[Numpy-discussion] proposal: smaller representation of string arrays

Wed Apr 26 12:28:48 EDT 2017

> > I DO recommend Latin-1 As a default encoding ONLY for  "mostly ascii, with a few extra characters" data. With all the sloppiness over the years, there are way to many files like that.
>
> That sloppiness that you mention is precisely the "unknown encoding" problem.

Exactly -- but from a practicality beats purity perspective, there is
a difference between "I have no idea whatsoever" and "I know it is
mostly ascii, and European, but there are some extra characters in
there"

Latin-1 had proven very useful for that case.

I suppose in most cases ascii with errors='replace' would be a good
choice, but I'd still rather not throw out potentially useful
information.

> Your previous advocacy has also touched on using latin-1 to decode existing files with unknown encodings as well. If you want to advocate for using latin-1 only for the creation of new data, maybe stop talking about existing files? :-)

Yeah, I've been very unfocused in this discussion -- sorry about that.

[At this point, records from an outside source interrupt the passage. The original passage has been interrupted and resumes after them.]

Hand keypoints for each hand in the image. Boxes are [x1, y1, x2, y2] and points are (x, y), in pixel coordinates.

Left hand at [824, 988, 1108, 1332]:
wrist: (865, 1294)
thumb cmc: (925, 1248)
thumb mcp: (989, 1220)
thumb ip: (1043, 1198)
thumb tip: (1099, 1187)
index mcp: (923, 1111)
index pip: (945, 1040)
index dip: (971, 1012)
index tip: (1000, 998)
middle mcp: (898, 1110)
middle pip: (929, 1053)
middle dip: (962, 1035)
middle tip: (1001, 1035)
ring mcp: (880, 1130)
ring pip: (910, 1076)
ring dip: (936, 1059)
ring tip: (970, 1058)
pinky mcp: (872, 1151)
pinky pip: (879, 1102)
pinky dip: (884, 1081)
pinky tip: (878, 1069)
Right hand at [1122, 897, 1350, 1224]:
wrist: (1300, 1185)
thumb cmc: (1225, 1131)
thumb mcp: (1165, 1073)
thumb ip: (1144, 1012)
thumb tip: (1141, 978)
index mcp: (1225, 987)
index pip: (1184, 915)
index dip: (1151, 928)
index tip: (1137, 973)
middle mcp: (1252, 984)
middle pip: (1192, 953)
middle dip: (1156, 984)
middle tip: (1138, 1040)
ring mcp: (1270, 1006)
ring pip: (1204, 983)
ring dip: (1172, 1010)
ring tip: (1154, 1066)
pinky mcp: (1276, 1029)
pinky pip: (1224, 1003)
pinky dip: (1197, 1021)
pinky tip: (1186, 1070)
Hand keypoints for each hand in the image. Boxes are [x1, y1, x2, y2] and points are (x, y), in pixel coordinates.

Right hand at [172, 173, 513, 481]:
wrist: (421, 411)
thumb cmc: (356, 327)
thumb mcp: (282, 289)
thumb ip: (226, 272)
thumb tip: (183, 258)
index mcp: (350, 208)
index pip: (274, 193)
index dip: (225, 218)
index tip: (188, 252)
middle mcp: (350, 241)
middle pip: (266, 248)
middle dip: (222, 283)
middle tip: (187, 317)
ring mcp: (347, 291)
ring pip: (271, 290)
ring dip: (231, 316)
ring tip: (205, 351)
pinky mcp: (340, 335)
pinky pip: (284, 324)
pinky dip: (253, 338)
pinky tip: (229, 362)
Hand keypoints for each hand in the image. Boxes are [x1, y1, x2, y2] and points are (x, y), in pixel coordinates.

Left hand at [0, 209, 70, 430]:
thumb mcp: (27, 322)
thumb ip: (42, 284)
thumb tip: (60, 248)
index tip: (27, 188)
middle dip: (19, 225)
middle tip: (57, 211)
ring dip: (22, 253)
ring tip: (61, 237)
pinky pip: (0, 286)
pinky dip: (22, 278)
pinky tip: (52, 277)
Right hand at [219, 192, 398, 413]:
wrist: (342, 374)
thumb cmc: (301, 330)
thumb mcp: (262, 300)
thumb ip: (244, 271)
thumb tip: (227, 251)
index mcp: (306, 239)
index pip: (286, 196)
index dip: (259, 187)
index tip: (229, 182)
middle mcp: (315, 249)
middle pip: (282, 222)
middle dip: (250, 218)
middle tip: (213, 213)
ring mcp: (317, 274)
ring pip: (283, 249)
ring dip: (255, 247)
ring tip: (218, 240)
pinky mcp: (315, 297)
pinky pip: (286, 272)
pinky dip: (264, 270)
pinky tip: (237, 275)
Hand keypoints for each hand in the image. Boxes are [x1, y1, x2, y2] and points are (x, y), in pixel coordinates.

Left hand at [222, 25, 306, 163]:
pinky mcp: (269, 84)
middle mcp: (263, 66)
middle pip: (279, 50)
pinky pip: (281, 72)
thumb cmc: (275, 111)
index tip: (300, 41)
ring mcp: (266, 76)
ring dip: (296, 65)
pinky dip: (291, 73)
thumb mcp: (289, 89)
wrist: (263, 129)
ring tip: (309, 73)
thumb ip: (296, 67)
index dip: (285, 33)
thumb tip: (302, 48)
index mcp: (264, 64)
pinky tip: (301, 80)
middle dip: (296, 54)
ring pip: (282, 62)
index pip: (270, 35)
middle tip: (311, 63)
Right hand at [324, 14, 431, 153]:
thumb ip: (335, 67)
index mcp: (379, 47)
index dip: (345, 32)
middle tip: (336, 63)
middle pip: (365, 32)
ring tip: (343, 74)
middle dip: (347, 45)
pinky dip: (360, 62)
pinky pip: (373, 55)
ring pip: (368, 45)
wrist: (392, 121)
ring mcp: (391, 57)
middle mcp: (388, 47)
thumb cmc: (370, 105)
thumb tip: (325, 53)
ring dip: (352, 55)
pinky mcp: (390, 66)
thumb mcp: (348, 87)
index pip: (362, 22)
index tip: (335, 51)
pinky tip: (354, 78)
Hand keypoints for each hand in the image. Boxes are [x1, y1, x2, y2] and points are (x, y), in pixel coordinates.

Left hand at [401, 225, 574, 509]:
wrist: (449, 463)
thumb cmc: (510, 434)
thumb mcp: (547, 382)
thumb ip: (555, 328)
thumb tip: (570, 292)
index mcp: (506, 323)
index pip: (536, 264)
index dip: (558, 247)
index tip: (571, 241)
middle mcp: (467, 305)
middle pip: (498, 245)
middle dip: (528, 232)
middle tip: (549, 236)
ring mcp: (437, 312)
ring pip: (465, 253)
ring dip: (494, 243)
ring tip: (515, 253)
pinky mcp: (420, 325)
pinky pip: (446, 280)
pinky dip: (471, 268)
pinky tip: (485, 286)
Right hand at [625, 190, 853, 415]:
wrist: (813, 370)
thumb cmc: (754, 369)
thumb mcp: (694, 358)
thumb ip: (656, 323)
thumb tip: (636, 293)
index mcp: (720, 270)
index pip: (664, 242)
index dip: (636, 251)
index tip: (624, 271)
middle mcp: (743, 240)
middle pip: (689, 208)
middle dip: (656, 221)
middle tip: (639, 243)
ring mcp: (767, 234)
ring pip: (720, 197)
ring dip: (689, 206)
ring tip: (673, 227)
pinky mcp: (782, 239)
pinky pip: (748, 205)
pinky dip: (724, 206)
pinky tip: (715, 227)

> > Note: the primary use-case I have in mind is working with ascii text in numpy arrays efficiently-- folks have called for that. All I'm saying is use Latin-1 instead of ascii -- that buys you some useful extra characters.
>
> For that use case, the alternative in play isn't ASCII, it's UTF-8, which buys you a whole bunch of useful extra characters. ;-)

UTF-8 does not match the character-oriented Python text model. Plenty
of people argue that that isn't the "correct" model for Unicode text
-- maybe so, but it is the model python 3 has chosen. I wrote a much
longer rant about that earlier.

So I think the easy to access, and particularly defaults, numpy string
dtypes should match it.

It's become clear in this discussion that there is s strong desire to
support a numpy dtype that stores text in particular binary formats
(I.e. Encodings). Rather than choose one or two, we might as well
support all encodings supported by python.

In that case, we'll have utf-8 for those that know they want that, and
we'll have latin-1 for those that incorrectly think they want that :-)

So what remains is to decide is implementation, syntax, and defaults.

Let's keep in mind that most of us on this list, and in this
discussion, are the folks that write interface code and the like. But
most numpy users are not as tuned in to the internals. So defaults
should be set to best support the more "naive" user.

> . If all we do is add a latin-1 dtype for people to use to create new in-memory data, then someone is going to use it to read existing data in unknown or ambiguous encodings.

If we add every encoding known to man someone is going to use Latin-1
to read unknown encodings. Indeed, as we've all pointed out, there is
no correct encoding with which to read unknown encodings.

Frankly, if we have UTF-8 under the hood, I think people are even MORE
likely to use it inappropriately-- it's quite scary how many people
think UTF-8 == Unicode, and think all you need to do is "use utf-8",
and you don't need to change any of the rest of your code. Oh, and
once you've done that, you can use your existing ASCII-only tests and
think you have a working application :-)

-CHB